When I was young, I loved to sit with my mother as she read me children’s books. Although sometimes I chose books for their stories, I was also drawn to beautiful, humorous, mysterious, or richly detailed illustrations. As I grew older, this experience led to my interest in art history and curatorial work—including the current exhibition. This show explores how technological and social changes during the 1800s and early 1900s led to the creation of many of these books and to fascinating experiments in publishing by leading modern artists.
Book production changed radically between 1750 and 1950, the years encompassed by Fairy Tales and Fables. Thanks to industrialization, cities were growing rapidly, as was literacy, leading to a demand for books and other printed materials. As a response, all aspects of the publishing industry—from the manufacture of paper and ink to the distribution of the finished volumes—were modernized or mechanized. The most significant changes were to printing technology.
Unchanged since its invention around 1440, the printing press was transformed during the 1800s. While an experienced commercial printer at the end of the 1700s could produce about 200 impressions per hour, by the end of the 1800s, this number increased to close to 20,000 pages per hour. In this new market, illustration allowed publishers to differentiate themselves, so artists and printers developed new techniques—including lithography, wood engraving, and photomechanical processes—that helped reproduce designs with accuracy and ease. These changes paved the way for the illustrated books, magazines, and periodicals that we recognize and read today.
Fairy Tales and Fables reveals how artists approached such challenges and opportunities as they illustrated fables, fairy tales, poetry, plays, novels, and modern literature for magazines, newspapers, and books. The illustration process was difficult; it usually required the involvement of many people—artists, engravers, editors, printers, and publishers—and resources, so many of the period’s most ambitious volumes were never finished, or took years to produce. This is demonstrated in works associated with early illustrated publishing projects, such as a finished drawing by Jean-Baptiste Oudry of a fox stalking turkey hens published in a luxury edition of The Fables of La Fontaine (1755–59) more than two decades after its original creation.

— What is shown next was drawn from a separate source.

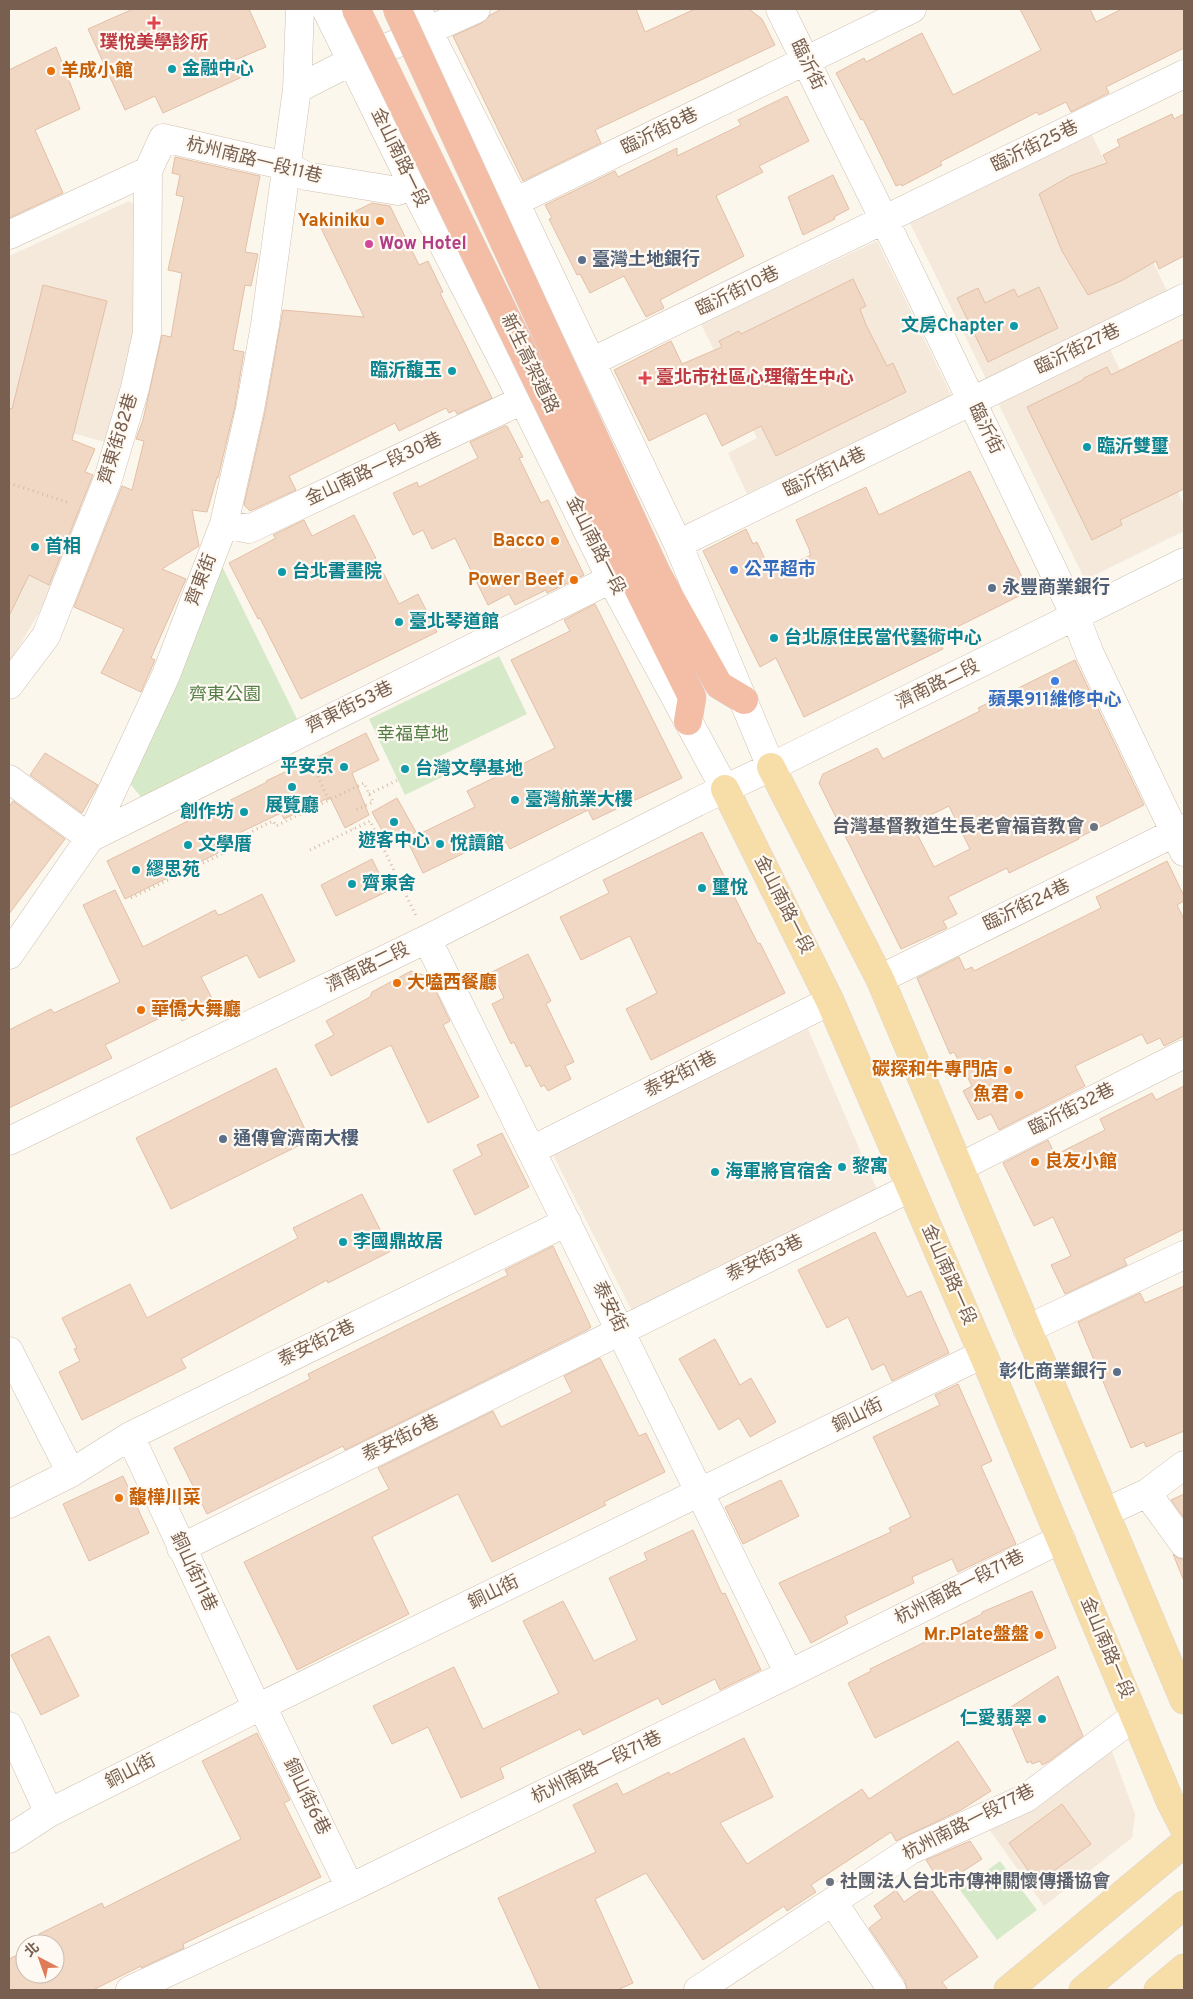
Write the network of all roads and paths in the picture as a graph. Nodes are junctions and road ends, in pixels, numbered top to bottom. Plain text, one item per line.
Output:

Prints and drawings from ventures that took advantage of technological developments are also featured, including finished drawings ready for reproduction by renowned illustrators like Edmund Dulac and Maxfield Parrish. Well-known modern artists such as Edouard Manet, Pablo Picasso, and Marc Chagall also contributed to the changing representation of many famous stories; the exhibition showcases print portfolios related to their illustration projects. Together, the works on view reveal how these artists shaped the fields of not only illustration but also literature, creating iconic images that we still find on the shelves of bookstores and libraries.